Der Beklagte kann die Rückzahlung des Weihnachtsgeldes 1990 von der Klägerin nicht verlangen, da die Klausel im Arbeitsvertrag vom 12. September 1988, wonach u.a. Weihnachtsgeld zurückgefordert werden kann, unwirksam ist. Die Rückzahlungspflicht kann auch nicht darauf gestützt werden, daß nach dem Arbeitsvertrag die Zahlung des Weihnachtsgeldes unter Vorbehalt erfolgte.

1. Dabei ist mit dem Landesarbeitsgericht zunächst davon auszugehen, daß nach der Rechtsprechung des Bundesarbeitsgerichts die Zulässigkeit von Rückzahlungsverpflichtungen für Gratifikationen und Weihnachtsgelder allgemein anerkannt ist.

Eine als Weihnachtsgeld oder Gratifikation gezahlte Sondervergütung steht jedoch nicht ohne weiteres unter dem Vorbehalt einer Rückzahlungspflicht (BAG Urteil vom 10. Juli 1974 – 5 AZR 494/73 – AP Nr. 83 zu § 611 BGB Gratifikation). Soll eine Rückzahlungspflicht begründet werden, muß eine Rückzahlungsklausel ausdrücklich vereinbart werden. Dabei muß nach der Rechtsprechung des Bundesarbeitsgerichts (BAG Urteil vom 26. Juni 1975 – 5 AZR 412/74 – AP Nr. 86 zu § 611 BGB Gratifikation; BAG Urteil vom 8. November 1978 – 5 AZR 358/77 – AP Nr. 100 zu § 611 BGB Gratifikation; Schaub, Arbeitsrechts-Handbuch, 7. Aufl., § 78 V m.w.N.) die Rückzahlungspflicht ausdrücklich und eindeutig sowie für den Arbeitnehmer überschaubar und klar geregelt werden; insbesondere muß die vorgesehene Bindungsdauer für den Arbeitnehmer zumutbar sein. Ohne eine ausdrückliche Rückzahlungsklausel ist der Arbeitnehmer, der vorzeitig ausscheidet, zur Rückzahlung des erhaltenen Weihnachtsgelds nicht verpflichtet.

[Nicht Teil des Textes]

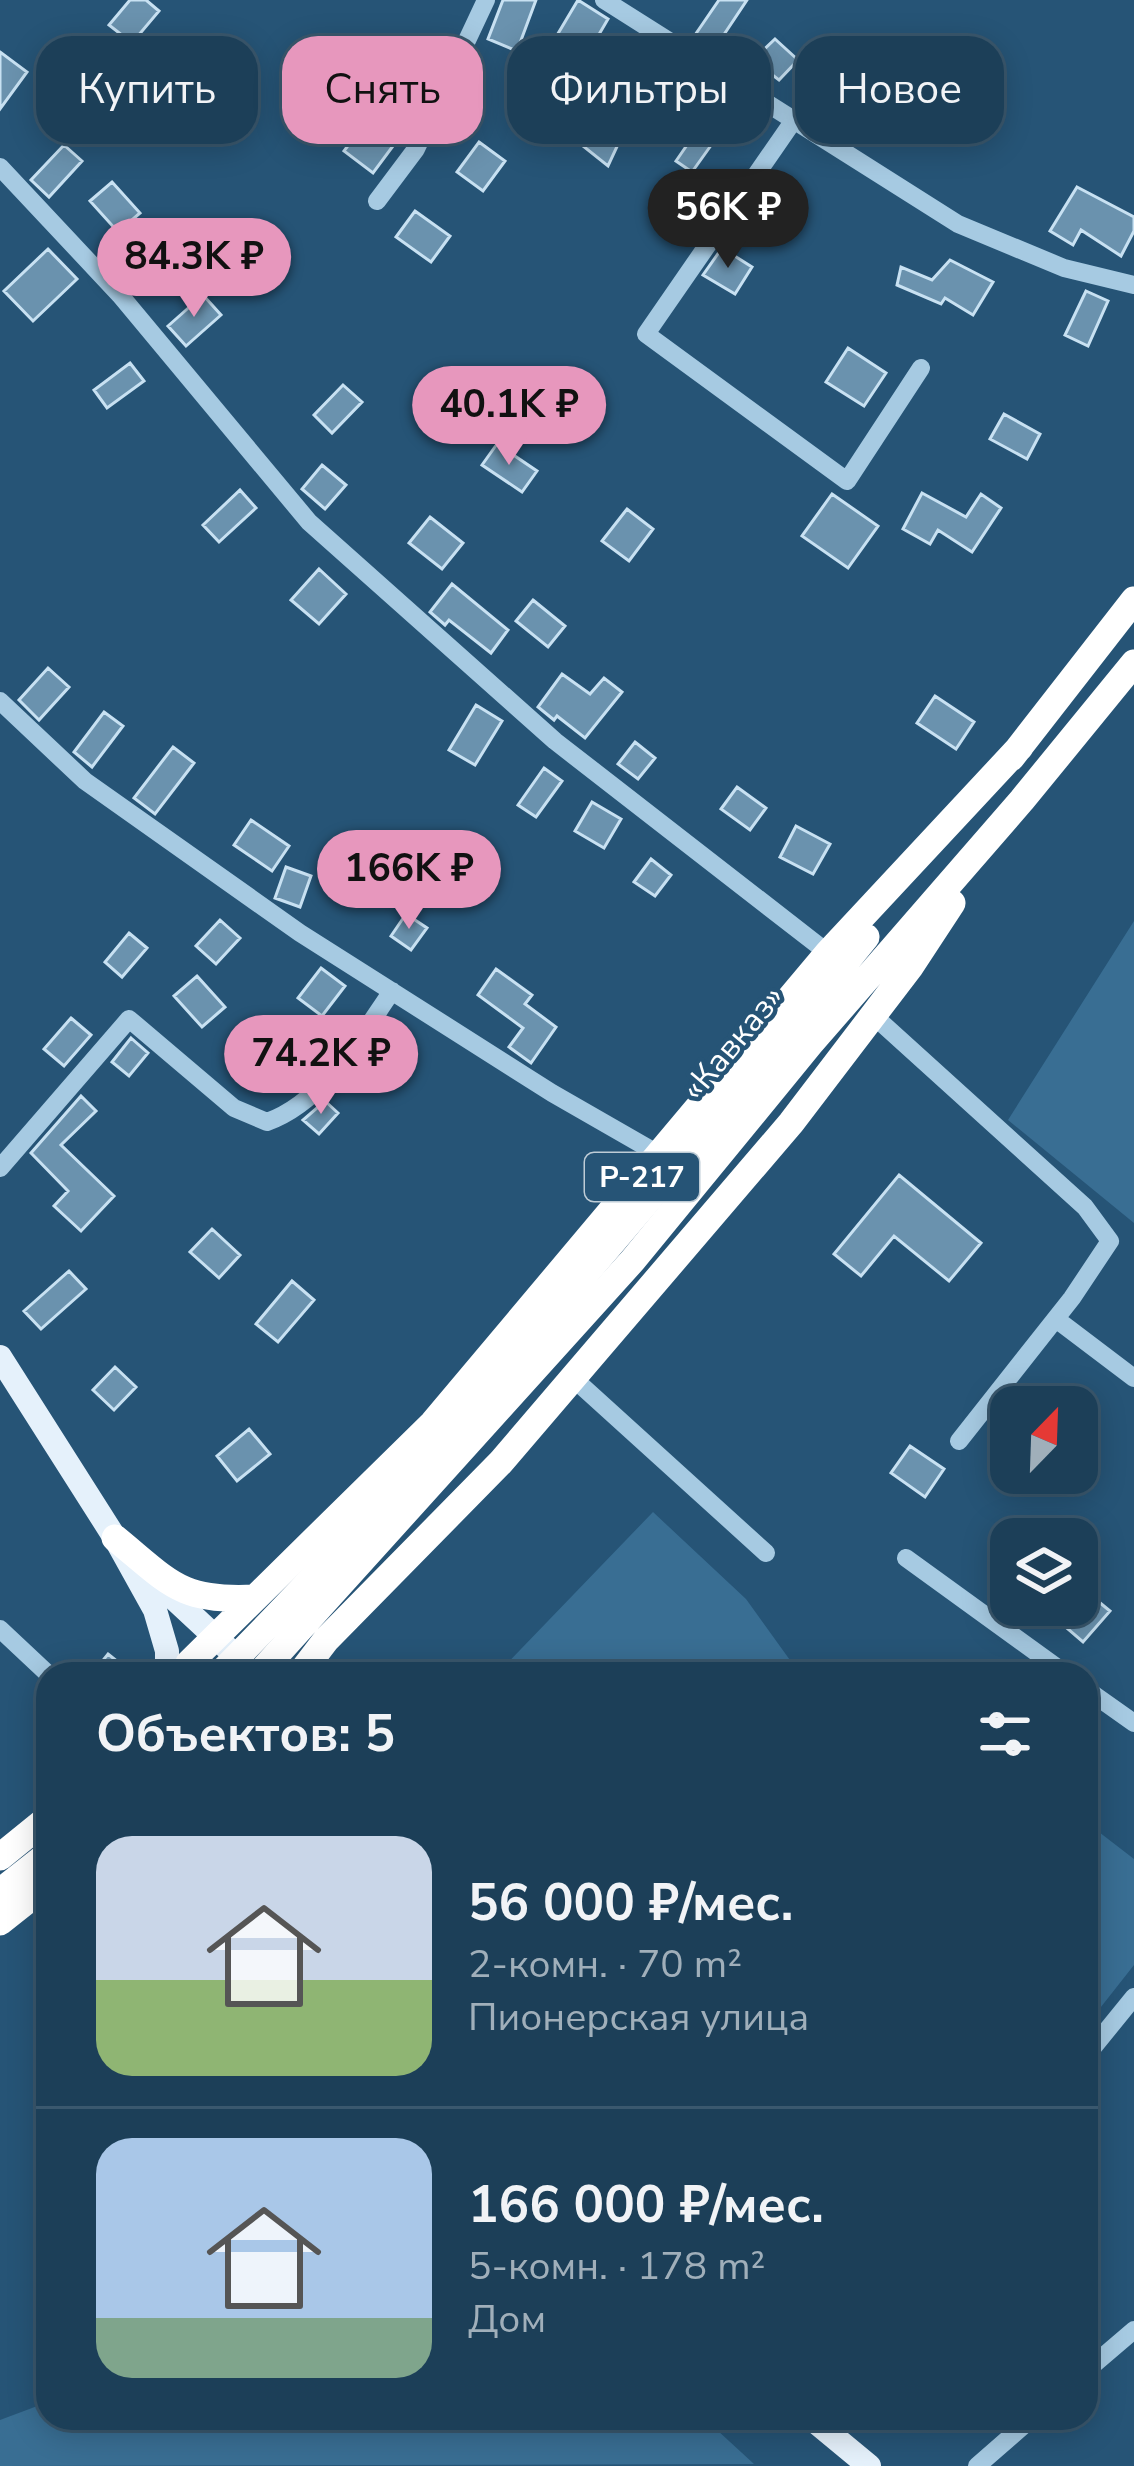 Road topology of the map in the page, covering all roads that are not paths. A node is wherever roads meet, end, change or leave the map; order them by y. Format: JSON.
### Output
{"nodes":[{"id":1,"x":486,"y":0,"type":"edge"},
{"id":2,"x":604,"y":0,"type":"edge"},
{"id":3,"x":794,"y":120,"type":"junction"},
{"id":4,"x":0,"y":167,"type":"edge"},
{"id":5,"x":376,"y":201,"type":"dead end"},
{"id":6,"x":1134,"y":285,"type":"edge"},
{"id":7,"x":921,"y":368,"type":"dead end"},
{"id":8,"x":1134,"y":600,"type":"edge"},
{"id":9,"x":1134,"y":663,"type":"edge"},
{"id":10,"x":0,"y":700,"type":"edge"},
{"id":11,"x":1020,"y":747,"type":"junction"},
{"id":12,"x":1022,"y":800,"type":"junction"},
{"id":13,"x":828,"y":953,"type":"junction"},
{"id":14,"x":392,"y":991,"type":"junction"},
{"id":15,"x":874,"y":1016,"type":"junction"},
{"id":16,"x":799,"y":1039,"type":"junction"},
{"id":17,"x":660,"y":1155,"type":"junction"},
{"id":18,"x":0,"y":1168,"type":"edge"},
{"id":19,"x":1056,"y":1319,"type":"junction"},
{"id":20,"x":0,"y":1357,"type":"edge"},
{"id":21,"x":573,"y":1378,"type":"junction"},
{"id":22,"x":1134,"y":1378,"type":"edge"},
{"id":23,"x":959,"y":1441,"type":"dead end"},
{"id":24,"x":115,"y":1538,"type":"junction"},
{"id":25,"x":766,"y":1553,"type":"dead end"},
{"id":26,"x":906,"y":1558,"type":"dead end"},
{"id":27,"x":255,"y":1598,"type":"junction"},
{"id":28,"x":0,"y":1629,"type":"edge"},
{"id":29,"x":214,"y":1637,"type":"junction"},
{"id":30,"x":173,"y":1662,"type":"edge"},
{"id":31,"x":187,"y":1662,"type":"edge"},
{"id":32,"x":202,"y":1662,"type":"edge"},
{"id":33,"x":233,"y":1662,"type":"edge"},
{"id":34,"x":237,"y":1662,"type":"edge"},
{"id":35,"x":250,"y":1662,"type":"edge"},
{"id":36,"x":252,"y":1662,"type":"edge"},
{"id":37,"x":309,"y":1662,"type":"edge"},
{"id":38,"x":1049,"y":1662,"type":"edge"},
{"id":39,"x":36,"y":1663,"type":"edge"},
{"id":40,"x":1098,"y":1697,"type":"edge"},
{"id":41,"x":1134,"y":1724,"type":"edge"},
{"id":42,"x":36,"y":1808,"type":"edge"},
{"id":43,"x":36,"y":1828,"type":"edge"},
{"id":44,"x":0,"y":1836,"type":"edge"},
{"id":45,"x":0,"y":1858,"type":"edge"},
{"id":46,"x":36,"y":1863,"type":"edge"},
{"id":47,"x":0,"y":1892,"type":"edge"},
{"id":48,"x":36,"y":1894,"type":"edge"},
{"id":49,"x":0,"y":1922,"type":"edge"},
{"id":50,"x":1134,"y":1997,"type":"edge"},
{"id":51,"x":1098,"y":2041,"type":"edge"},
{"id":52,"x":1134,"y":2330,"type":"edge"},
{"id":53,"x":1098,"y":2362,"type":"edge"},
{"id":54,"x":826,"y":2430,"type":"edge"},
{"id":55,"x":1018,"y":2430,"type":"edge"},
{"id":56,"x":869,"y":2466,"type":"edge"},
{"id":57,"x":977,"y":2466,"type":"edge"}],
"edges":[{"from":1,"to":5,"type":"street"},
{"from":2,"to":3,"type":"street"},
{"from":3,"to":6,"type":"street"},
{"from":3,"to":7,"type":"street"},
{"from":4,"to":13,"type":"street"},
{"from":8,"to":11,"type":"highway","name":"«Кавказ»","number":"Р-217"},
{"from":9,"to":12,"type":"highway","name":"«Кавказ»","number":"Р-217"},
{"from":10,"to":14,"type":"street"},
{"from":11,"to":13,"type":"highway","number":"Р-217"},
{"from":11,"to":16,"type":"highway","name":"«Кавказ»","number":"Р-217"},
{"from":12,"to":15,"type":"highway"},
{"from":12,"to":16,"type":"highway","name":"«Кавказ»","number":"Р-217"},
{"from":13,"to":17,"type":"highway","number":"Р-217"},
{"from":14,"to":17,"type":"street"},
{"from":14,"to":18,"type":"street"},
{"from":15,"to":19,"type":"street"},
{"from":15,"to":21,"type":"highway"},
{"from":16,"to":35,"type":"highway","name":"«Кавказ»","number":"Р-217","bridge":true},
{"from":16,"to":36,"type":"highway","name":"«Кавказ»","number":"Р-217"},
{"from":17,"to":27,"type":"highway","number":"Р-217"},
{"from":19,"to":22,"type":"street"},
{"from":19,"to":23,"type":"street"},
{"from":20,"to":24,"type":"main road"},
{"from":21,"to":25,"type":"street"},
{"from":21,"to":37,"type":"highway"},
{"from":24,"to":27,"type":"highway"},
{"from":24,"to":29,"type":"main road"},
{"from":24,"to":30,"type":"main road"},
{"from":26,"to":38,"type":"street"},
{"from":27,"to":29,"type":"highway"},
{"from":28,"to":39,"type":"street"},
{"from":29,"to":31,"type":"highway"},
{"from":29,"to":34,"type":"main road"},
{"from":32,"to":33,"type":"main road"},
{"from":40,"to":41,"type":"street"},
{"from":42,"to":44,"type":"highway"},
{"from":43,"to":45,"type":"highway"},
{"from":46,"to":47,"type":"highway"},
{"from":48,"to":49,"type":"highway"},
{"from":50,"to":51,"type":"street"},
{"from":52,"to":53,"type":"street"},
{"from":54,"to":56,"type":"main road"},
{"from":55,"to":57,"type":"street"}]}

2. Diesen Anforderungen genügt die Regelung in Ziffer 13 des Arbeitsvertrages vom 12. September 1988, wonach “freiwillige Mehrzulagen, z.B. Zulagen, Weihnachtsgeld etc. zurückgefordert werden können …” nicht. Diese Vereinbarung ist für die Klägerin nicht überschaubar, da sie weder Voraussetzungen für die Rückzahlungspflicht noch einen eindeutig festgelegten Zeitraum für die Bindung an das Arbeitsverhältnis festlegt. Aufgrund dieser Vereinbarung kann die Klägerin nicht erkennen, unter welchen Voraussetzungen der Beklagte von der Rückforderungsmöglichkeit Gebrauch machen wird. Eine derartige Rückzahlungsklausel ist für den Arbeitnehmer unzumutbar und daher unwirksam.

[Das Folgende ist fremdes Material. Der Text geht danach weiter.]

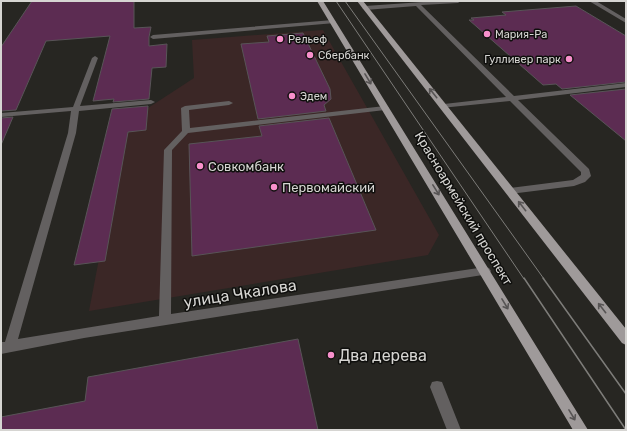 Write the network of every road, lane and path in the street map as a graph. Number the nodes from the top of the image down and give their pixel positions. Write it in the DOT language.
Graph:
graph roads {
  1 [pos="320,1"];
  2 [pos="458,1"];
  3 [pos="592,1"];
  4 [pos="417,4"];
  5 [pos="362,5"];
  6 [pos="626,21"];
  7 [pos="333,22"];
  8 [pos="153,36"];
  9 [pos="95,58"];
  10 [pos="626,85"];
  11 [pos="513,98"];
  12 [pos="151,102"];
  13 [pos="229,103"];
  14 [pos="444,106"];
  15 [pos="385,108"];
  16 [pos="75,110"];
  17 [pos="1,115"];
  18 [pos="186,131"];
  19 [pos="510,191"];
  20 [pos="485,271"];
  21 [pos="165,321"];
  22 [pos="626,339"];
  23 [pos="5,348"];
  24 [pos="437,387"];
  25 [pos="454,430"];
  26 [pos="581,430"];
  1 -- 7 [label="main road, Красноармейский проспект"];
  2 -- 4 [label="street"];
  3 -- 6 [label="street"];
  4 -- 5 [label="street"];
  4 -- 11 [label="street"];
  14 -- 5 [label="main road, one-way"];
  7 -- 8 [label="street"];
  7 -- 15 [label="main road, Красноармейский проспект, one-way"];
  9 -- 16 [label="street"];
  10 -- 11 [label="street"];
  11 -- 14 [label="street"];
  11 -- 19 [label="street"];
  12 -- 16 [label="street"];
  13 -- 18 [label="street"];
  14 -- 19 [label="main road"];
  15 -- 18 [label="street"];
  15 -- 20 [label="main road, Красноармейский проспект, one-way"];
  16 -- 17 [label="street"];
  16 -- 23 [label="street"];
  18 -- 21 [label="street"];
  22 -- 19 [label="main road, one-way"];
  20 -- 21 [label="street, улица Чкалова"];
  20 -- 26 [label="main road, Красноармейский проспект, one-way"];
  21 -- 23 [label="street, улица Чкалова"];
  24 -- 25 [label="street"];
}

a) Dabei ist zu berücksichtigen, daß der Arbeitsvertrag vom Arbeitgeber einseitig formuliert worden und bei der Vertragsauslegung vom Empfängerhorizont, also vorliegend von der Sicht der Klägerin, auszugehen ist. Bei Zweifeln und Unklarheiten bei der Auslegung des Vertrages ist ferner die sog. Unklarheitenregel zugrunde zu legen, wonach derjenige, der eine Regelung geschaffen hat, bei Unklarheiten über ihre Auslegung die ihm ungünstigere Auslegungsmöglichkeit hinnehmen muß (BAG Urteil vom 25. Mai 1973 – 3 AZR 405/72 – AP Nr. 160 zu § 242 BGB Ruhegehalt; BAG Urteil vom 21. Februar 1984 – 3 AZR 442/81 – n.v. ); der Verfasser des Arbeitsvertrages muß danach Zweifel der Auslegung gegen sich gelten lassen, wenn zwei verschiedene Auslegungen denkbar sind (BAG Urteil vom 30. Oktober 1984 – 3 AZR 587/82 – n.v. ).

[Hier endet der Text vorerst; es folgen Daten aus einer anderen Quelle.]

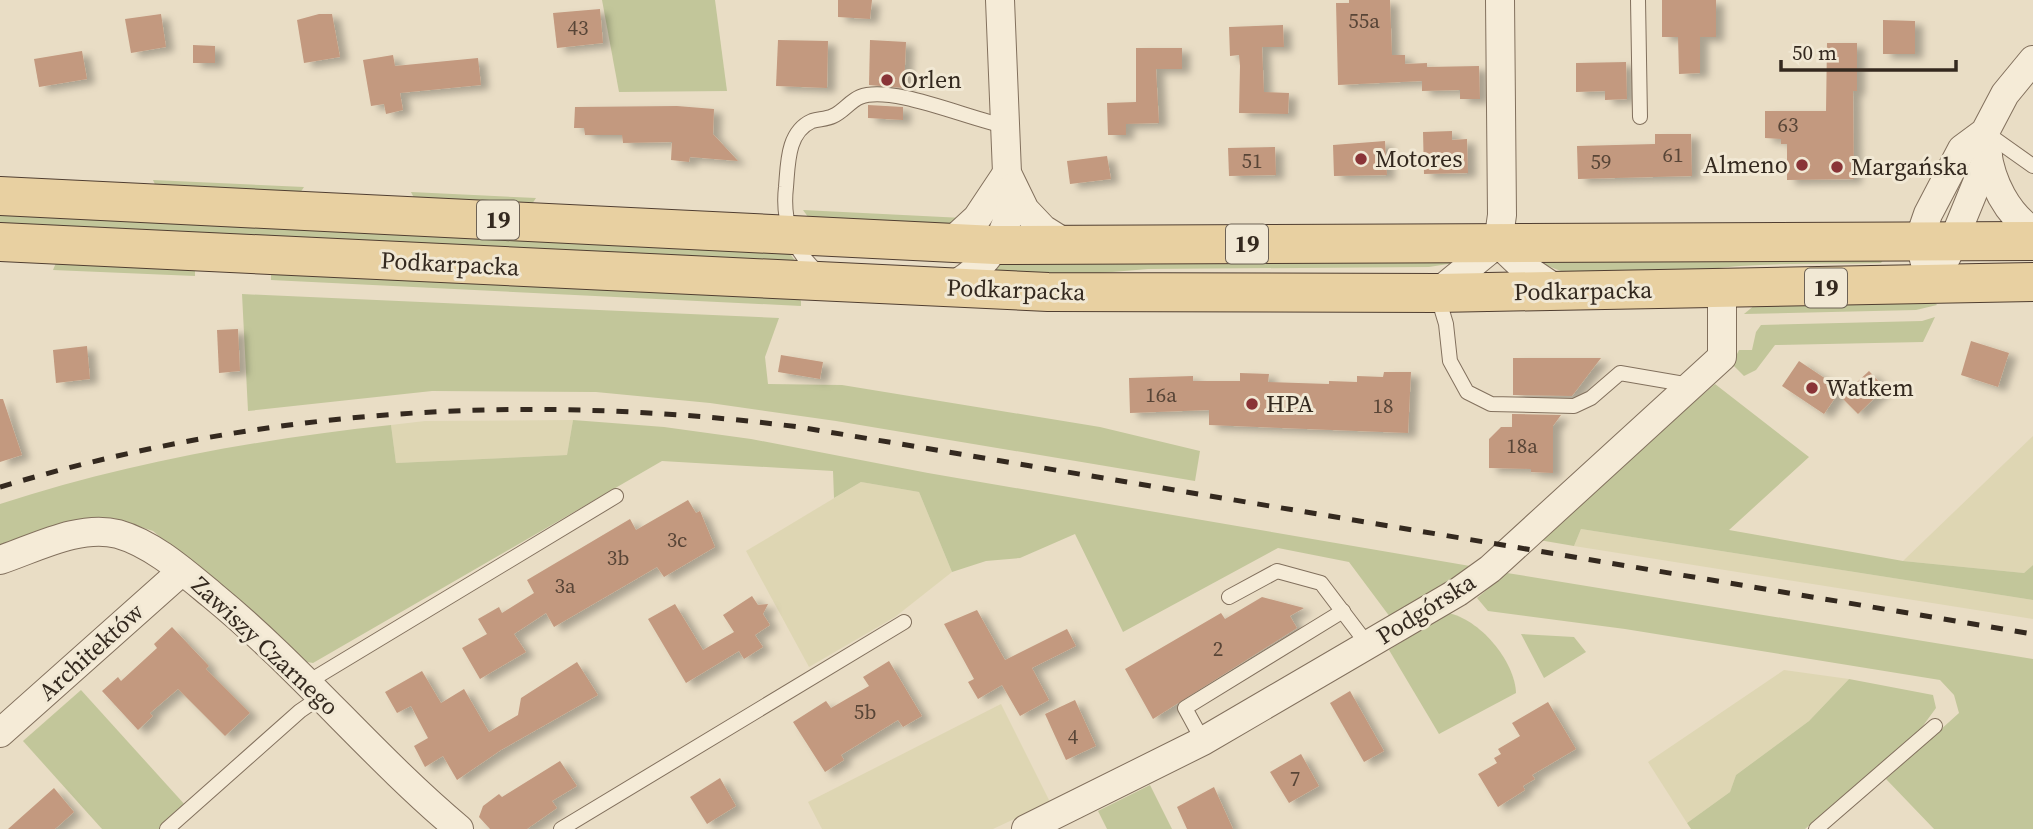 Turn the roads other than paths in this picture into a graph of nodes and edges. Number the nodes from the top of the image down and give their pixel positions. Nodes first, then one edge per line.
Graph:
1 (1000, 0) edge
2 (1500, 0) edge
3 (1639, 0) edge
4 (2033, 60) edge
5 (1640, 117) dead end
6 (1006, 126) junction
7 (1986, 144) junction
8 (2033, 166) edge
9 (1010, 180) junction
10 (0, 196) edge
11 (2033, 232) edge
12 (791, 234) junction
13 (2033, 240) edge
14 (1937, 241) junction
15 (0, 242) edge
16 (951, 242) junction
17 (1498, 243) junction
18 (1067, 244) junction
19 (995, 245) junction
20 (2033, 282) edge
21 (835, 283) junction
22 (1931, 286) junction
23 (949, 288) junction
24 (1722, 290) junction
25 (1559, 291) junction
26 (1437, 293) junction
27 (1690, 385) junction
28 (616, 496) dead end
29 (0, 560) edge
30 (182, 571) junction
31 (1229, 597) dead end
32 (1343, 611) junction
33 (904, 622) dead end
34 (1368, 645) junction
35 (315, 689) junction
36 (1935, 726) dead end
37 (0, 733) edge
38 (1203, 740) junction
39 (167, 829) edge
40 (459, 829) edge
41 (561, 829) edge
42 (1026, 829) edge
43 (1816, 829) edge

1 - 6 street
2 - 17 street
3 - 5 lane
4 - 7 street
6 - 9 street
6 - 12 lane
7 - 8 lane
7 - 11 street
7 - 14 street
9 - 16 street
9 - 18 street
9 - 19 street
10 - 12 main road, Podkarpacka / 19
12 - 16 main road, Podkarpacka / 19
12 - 21 lane
13 - 14 main road, Podkarpacka / 19
14 - 17 main road, Podkarpacka / 19
14 - 22 street
15 - 21 main road, Podkarpacka / 19
16 - 19 main road, Podkarpacka / 19
17 - 18 main road, Podkarpacka / 19
17 - 25 street
17 - 26 street
18 - 19 main road, Podkarpacka / 19
19 - 23 street
20 - 22 main road, Podkarpacka / 19
21 - 23 main road, Podkarpacka / 19
22 - 24 main road, Podkarpacka / 19
23 - 26 main road, Podkarpacka / 19
24 - 25 main road, Podkarpacka / 19
24 - 27 street, Podgórska
25 - 26 main road, Podkarpacka / 19
26 - 27 lane
27 - 34 street, Podgórska
28 - 35 lane
29 - 30 street, Zawiszy Czarnego
30 - 35 street, Zawiszy Czarnego
30 - 37 street, Architektów
31 - 32 lane
32 - 34 lane
32 - 38 lane
33 - 41 lane
34 - 38 street, Podgórska
35 - 39 lane
35 - 40 street, Zawiszy Czarnego
36 - 43 lane
38 - 42 street, Podgórska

b) Wie eine Rückzahlungsvereinbarung mit zu langer Bindungsdauer unwirksam ist (vgl. Schaub, aaO, § 78 V), ist daher auch eine Rückzahlungsvereinbarung ohne Festlegung irgendwelcher Voraussetzungen für den Eintritt der Rückzahlungspflicht und ohne eindeutige Bestimmung des Zeitraums der Bindung des Arbeitnehmers unwirksam. Wird nur allgemein vereinbart, daß ein Weihnachtsgeld zurückgefordert werden kann, hat der Arbeitnehmer keinerlei Anhaltspunkte, wie lange er mit der Rückforderung rechnen muß. Der Arbeitnehmer kann auch nicht abschätzen, ob rechtmäßiges wie auch unrechtmäßiges Verhalten vom Arbeitgeber zum Anlaß für die Rückforderung des Weihnachtsgeldes genommen wird. Eine derartige Rückzahlungsklausel ist auch zur Erreichung von Betriebstreue ungeeignet, da sie dem Arbeitnehmer nicht aufzeigt, welche Betriebstreue von ihm verlangt wird.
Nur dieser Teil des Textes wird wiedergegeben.